■ **Provided information**:
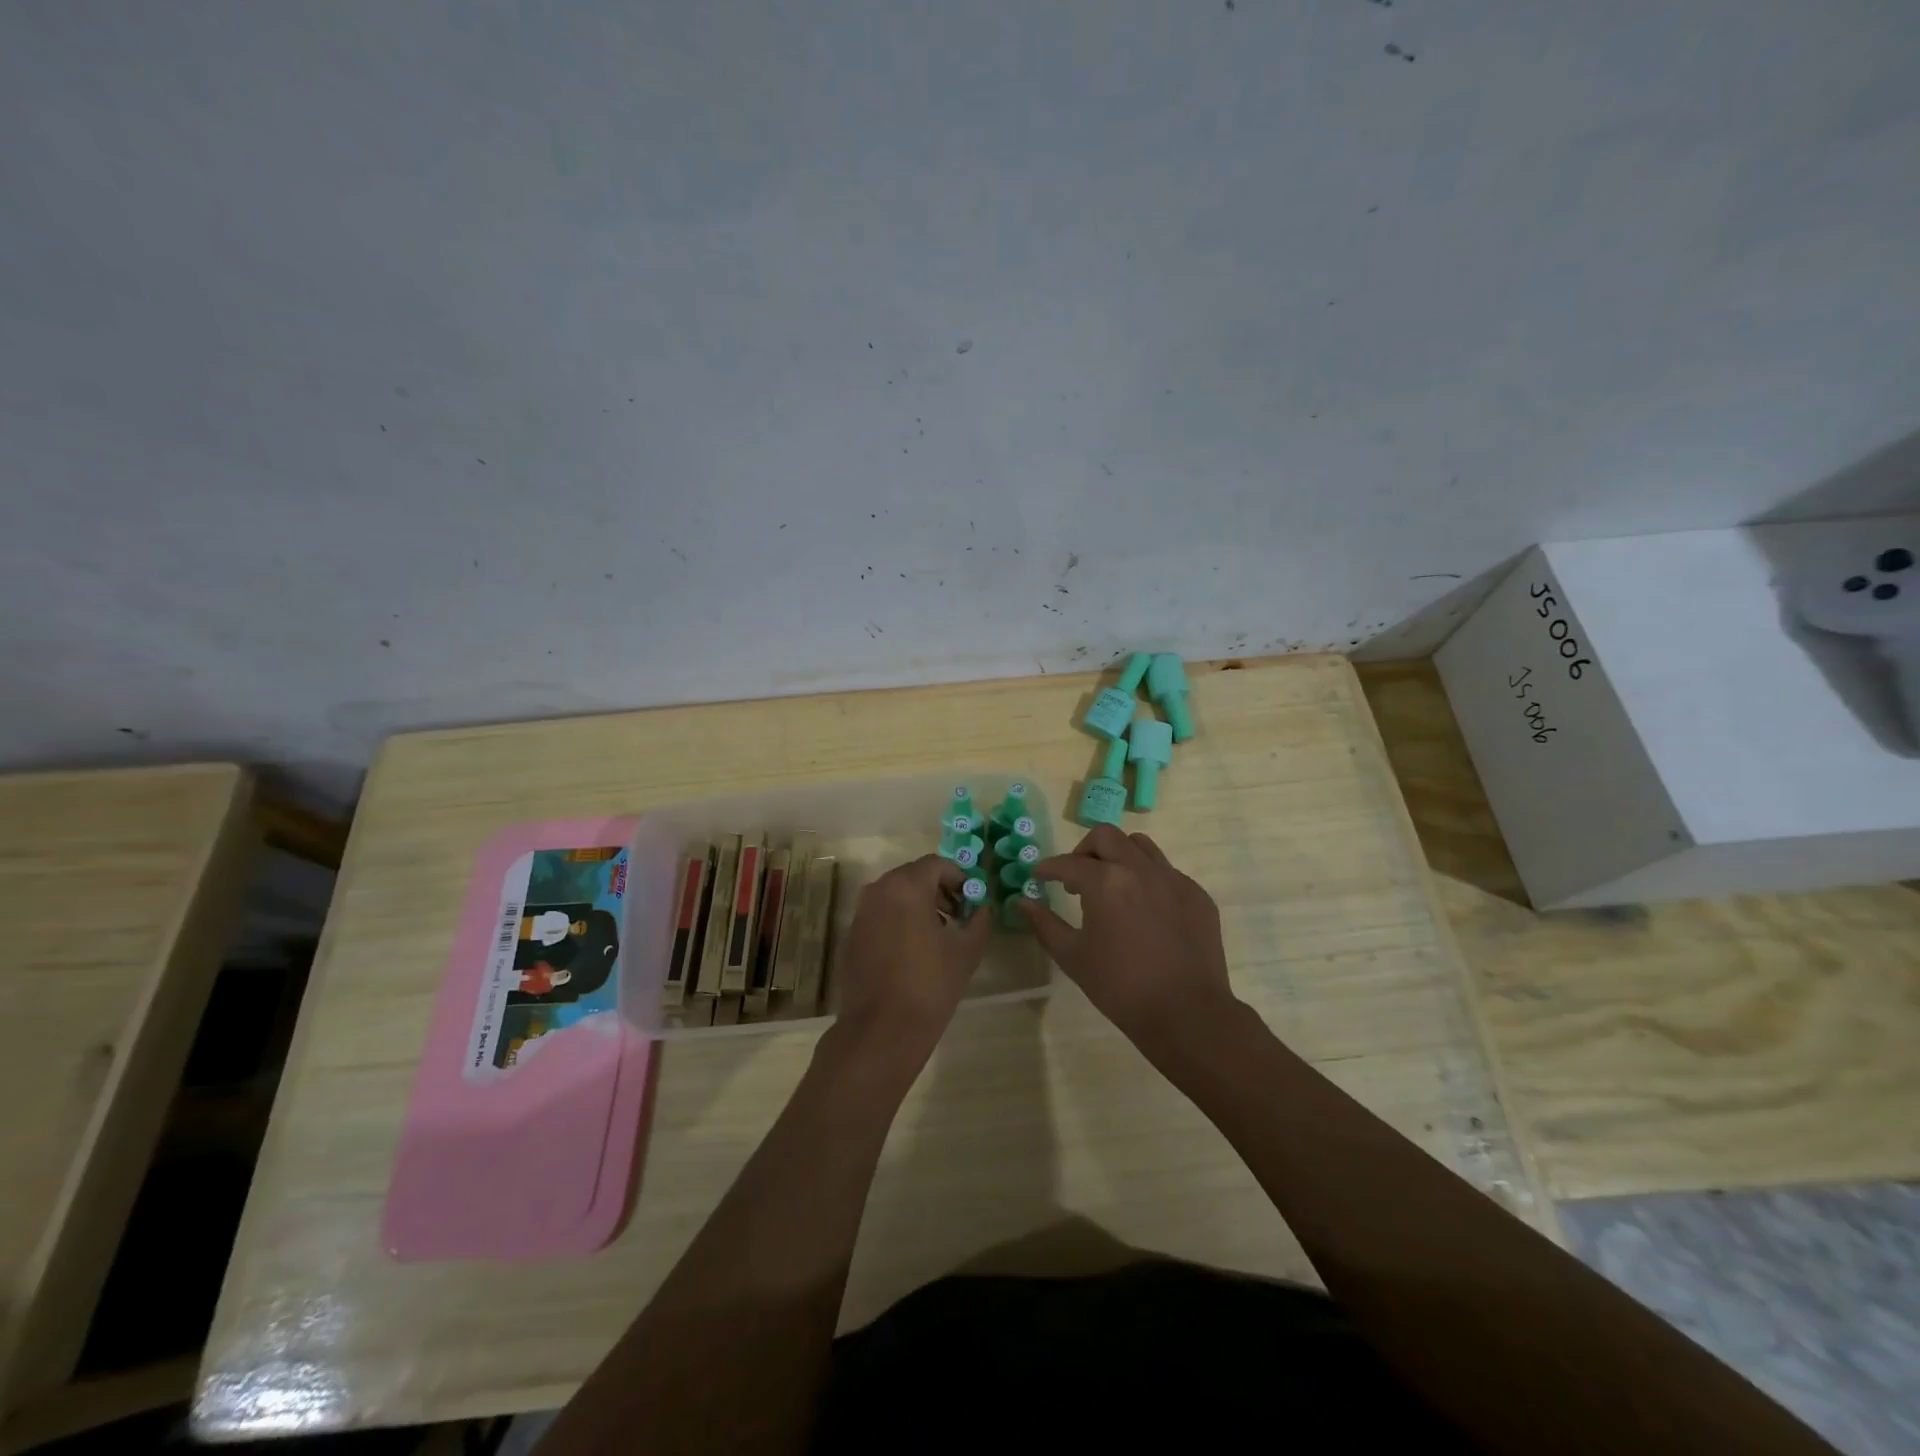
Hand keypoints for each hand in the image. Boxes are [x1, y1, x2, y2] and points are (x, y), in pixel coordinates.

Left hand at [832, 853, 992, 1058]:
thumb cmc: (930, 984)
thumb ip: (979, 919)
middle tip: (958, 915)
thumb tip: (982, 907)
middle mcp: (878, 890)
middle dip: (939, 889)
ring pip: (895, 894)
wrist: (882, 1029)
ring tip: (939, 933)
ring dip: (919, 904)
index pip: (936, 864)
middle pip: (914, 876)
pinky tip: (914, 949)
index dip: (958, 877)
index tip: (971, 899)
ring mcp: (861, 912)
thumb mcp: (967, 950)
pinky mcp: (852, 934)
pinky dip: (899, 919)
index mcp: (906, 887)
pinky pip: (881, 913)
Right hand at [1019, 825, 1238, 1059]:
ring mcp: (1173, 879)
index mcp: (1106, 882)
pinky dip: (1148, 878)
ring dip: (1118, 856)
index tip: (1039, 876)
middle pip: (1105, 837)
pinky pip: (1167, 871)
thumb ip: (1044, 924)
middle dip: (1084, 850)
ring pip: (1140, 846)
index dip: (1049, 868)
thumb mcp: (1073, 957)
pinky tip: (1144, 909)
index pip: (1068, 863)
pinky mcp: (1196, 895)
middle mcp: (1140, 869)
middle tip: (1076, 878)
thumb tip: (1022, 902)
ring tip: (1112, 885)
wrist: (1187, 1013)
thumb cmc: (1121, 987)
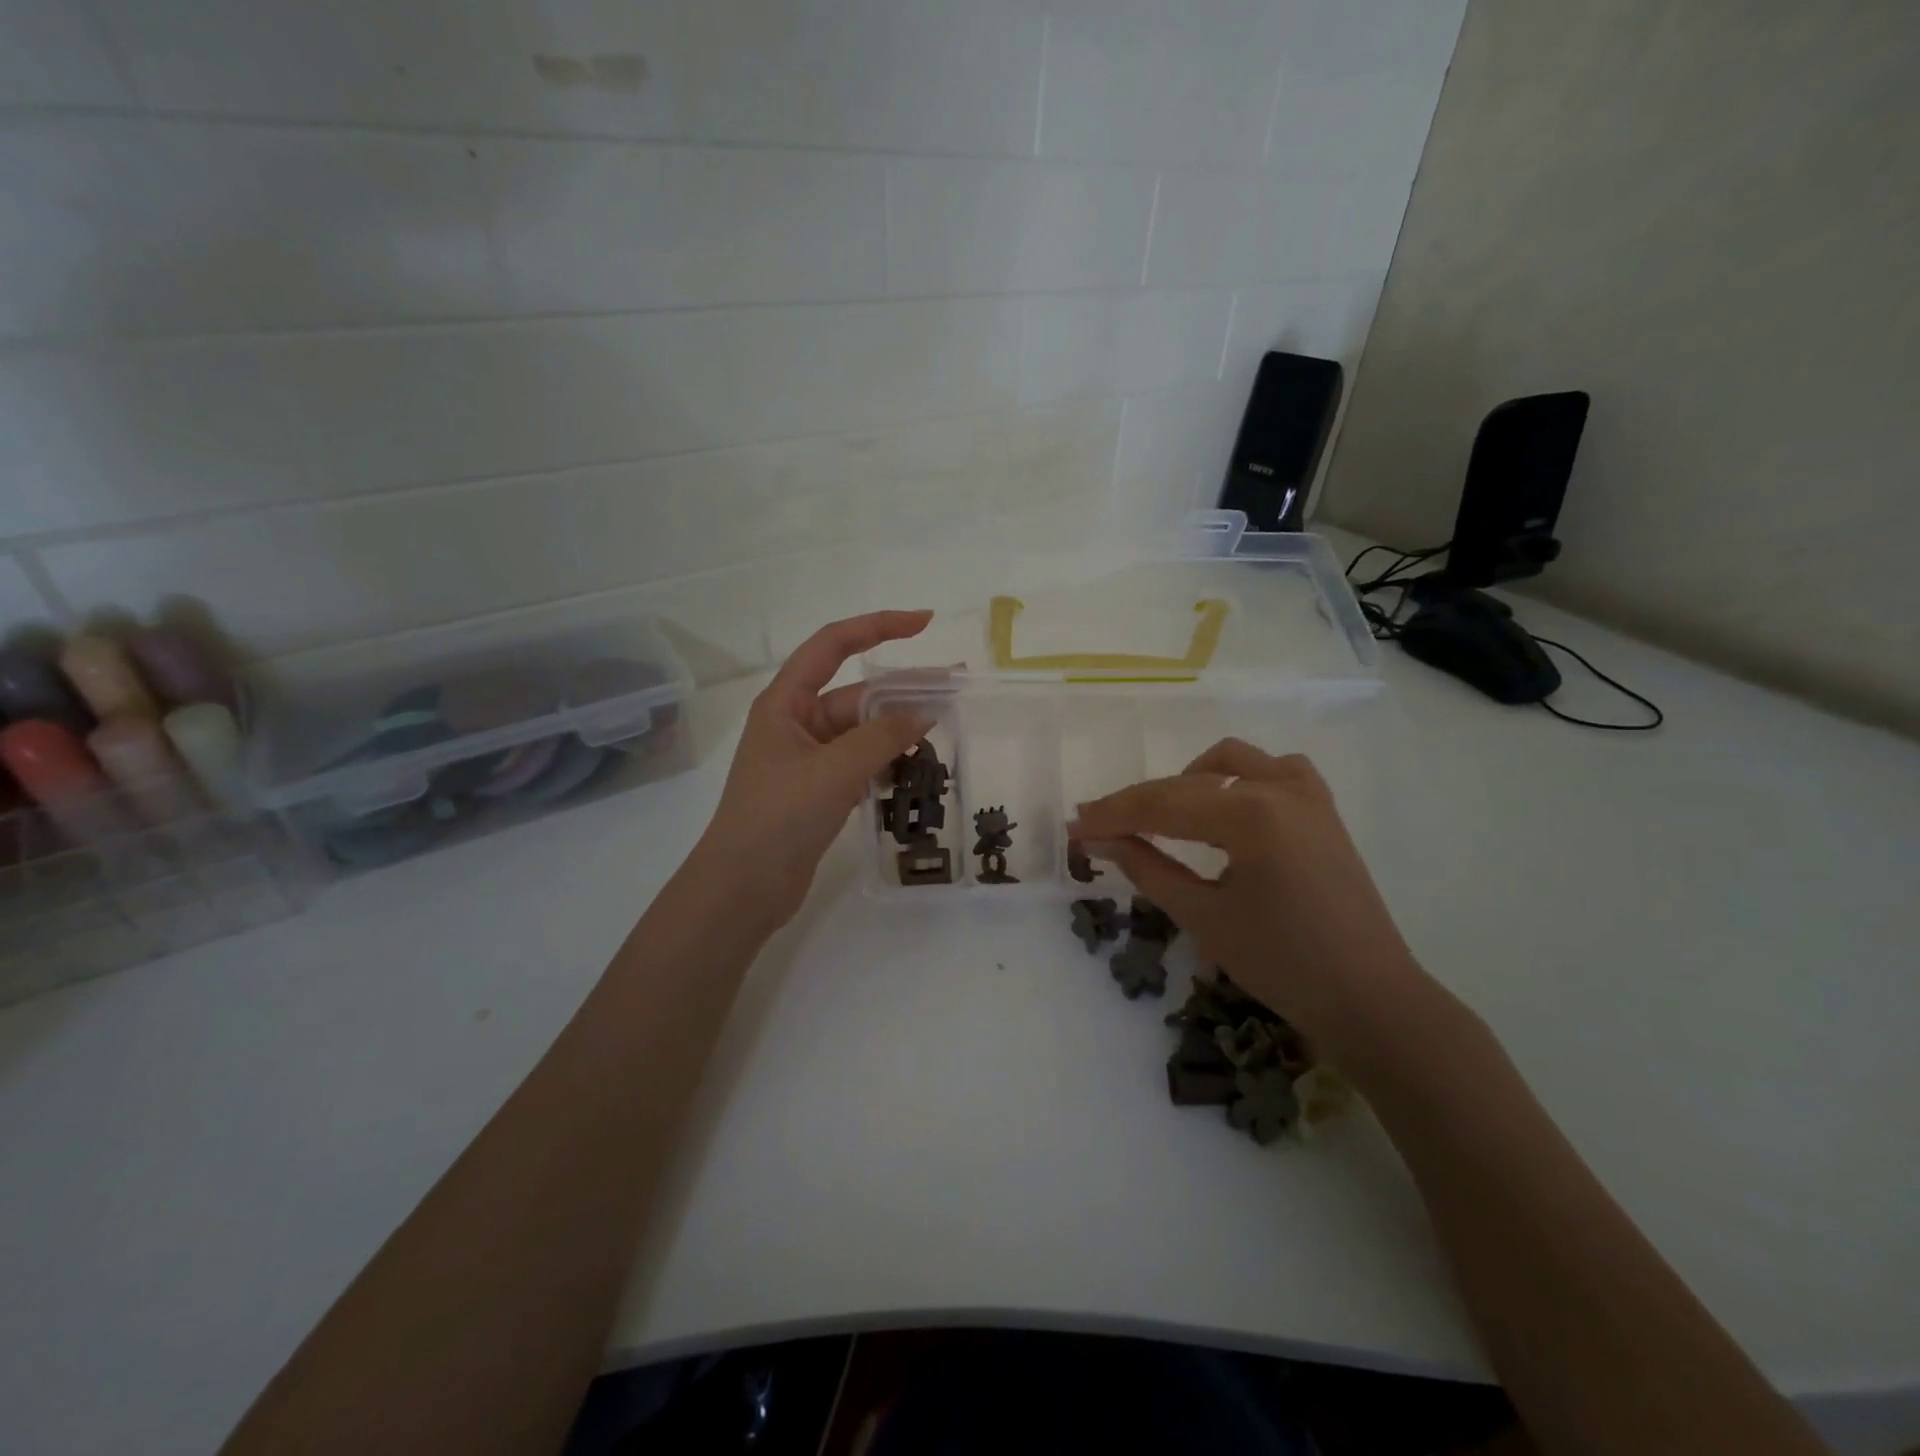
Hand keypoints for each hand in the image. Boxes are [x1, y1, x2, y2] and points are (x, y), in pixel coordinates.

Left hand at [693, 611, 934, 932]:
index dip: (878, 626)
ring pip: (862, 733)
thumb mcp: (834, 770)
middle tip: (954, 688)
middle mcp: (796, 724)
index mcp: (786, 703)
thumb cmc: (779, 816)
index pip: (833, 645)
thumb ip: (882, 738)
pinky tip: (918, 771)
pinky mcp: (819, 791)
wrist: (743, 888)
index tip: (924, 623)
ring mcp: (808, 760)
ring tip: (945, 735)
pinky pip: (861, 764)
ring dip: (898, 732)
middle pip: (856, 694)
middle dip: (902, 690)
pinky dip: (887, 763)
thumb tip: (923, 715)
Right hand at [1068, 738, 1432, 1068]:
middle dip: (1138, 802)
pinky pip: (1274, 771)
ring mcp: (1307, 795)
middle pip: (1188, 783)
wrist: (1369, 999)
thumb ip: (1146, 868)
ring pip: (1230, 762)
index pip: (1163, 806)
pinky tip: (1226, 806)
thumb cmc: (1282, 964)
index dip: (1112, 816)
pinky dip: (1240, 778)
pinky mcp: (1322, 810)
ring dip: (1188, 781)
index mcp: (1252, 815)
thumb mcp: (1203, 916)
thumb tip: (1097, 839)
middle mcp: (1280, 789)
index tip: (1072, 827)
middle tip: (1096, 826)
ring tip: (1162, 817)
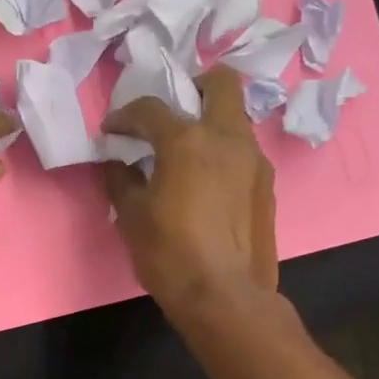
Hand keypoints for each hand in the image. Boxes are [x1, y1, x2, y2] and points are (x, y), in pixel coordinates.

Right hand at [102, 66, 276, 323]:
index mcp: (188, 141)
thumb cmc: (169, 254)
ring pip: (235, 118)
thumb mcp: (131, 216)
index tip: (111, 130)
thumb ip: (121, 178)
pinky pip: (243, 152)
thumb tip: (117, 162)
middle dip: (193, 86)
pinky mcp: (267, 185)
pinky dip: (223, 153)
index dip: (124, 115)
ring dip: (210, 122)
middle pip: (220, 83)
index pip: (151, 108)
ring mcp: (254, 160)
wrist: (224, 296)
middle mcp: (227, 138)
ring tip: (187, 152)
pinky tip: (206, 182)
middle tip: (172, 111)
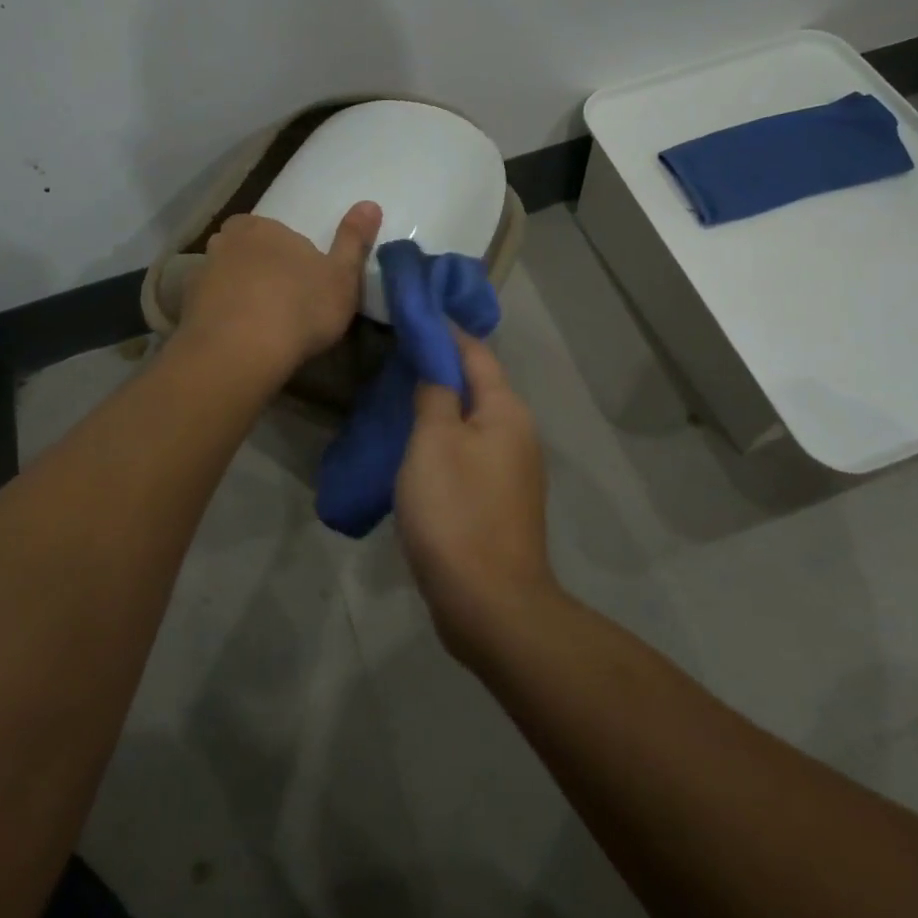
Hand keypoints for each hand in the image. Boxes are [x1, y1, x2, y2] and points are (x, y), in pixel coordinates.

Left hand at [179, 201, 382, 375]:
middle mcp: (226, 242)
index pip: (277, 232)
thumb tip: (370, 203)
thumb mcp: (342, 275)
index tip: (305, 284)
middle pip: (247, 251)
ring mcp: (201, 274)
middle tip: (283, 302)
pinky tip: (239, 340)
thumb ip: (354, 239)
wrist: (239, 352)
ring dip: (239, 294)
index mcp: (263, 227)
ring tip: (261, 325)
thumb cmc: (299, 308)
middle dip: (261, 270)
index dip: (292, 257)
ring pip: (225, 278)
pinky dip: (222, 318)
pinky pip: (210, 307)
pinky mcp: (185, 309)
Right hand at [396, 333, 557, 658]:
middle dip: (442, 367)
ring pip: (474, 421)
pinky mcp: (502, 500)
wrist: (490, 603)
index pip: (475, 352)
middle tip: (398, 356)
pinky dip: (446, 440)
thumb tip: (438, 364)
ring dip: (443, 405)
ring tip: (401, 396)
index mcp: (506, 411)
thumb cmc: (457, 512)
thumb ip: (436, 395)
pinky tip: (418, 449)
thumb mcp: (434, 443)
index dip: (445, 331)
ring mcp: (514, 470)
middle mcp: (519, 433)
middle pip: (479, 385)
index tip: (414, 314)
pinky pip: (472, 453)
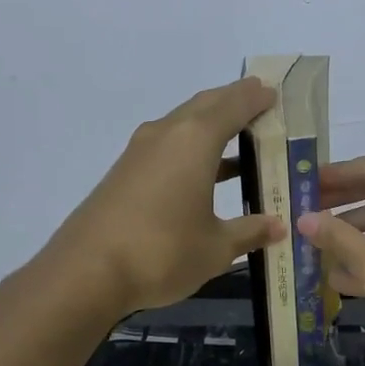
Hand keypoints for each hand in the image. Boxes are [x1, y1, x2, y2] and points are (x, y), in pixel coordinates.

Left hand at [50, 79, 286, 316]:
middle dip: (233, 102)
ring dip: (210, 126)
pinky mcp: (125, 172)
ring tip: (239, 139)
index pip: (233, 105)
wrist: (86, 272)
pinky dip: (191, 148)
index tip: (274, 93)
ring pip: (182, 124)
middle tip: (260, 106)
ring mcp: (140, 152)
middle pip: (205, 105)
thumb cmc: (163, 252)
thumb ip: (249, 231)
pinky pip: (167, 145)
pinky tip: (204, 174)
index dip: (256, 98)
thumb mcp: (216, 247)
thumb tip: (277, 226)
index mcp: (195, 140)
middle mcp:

■ **Exercise aim**: Look above for the line with "middle dip: (261, 270)"; retype exactly that line, every line after it up to the line with "pinky dip: (446, 440)", and that line too, nothing else.

■ **Answer section**:
middle dip: (261, 270)
index dip: (292, 257)
ring pip: (225, 278)
pinky dip: (222, 318)
pinky pip: (210, 307)
pinky mcp: (185, 309)
Right hand at [396, 333, 557, 658]:
middle dip: (442, 367)
ring pip: (474, 421)
pinky mcp: (502, 500)
wrist: (490, 603)
index pip: (475, 352)
middle tip: (398, 356)
pinky dip: (446, 440)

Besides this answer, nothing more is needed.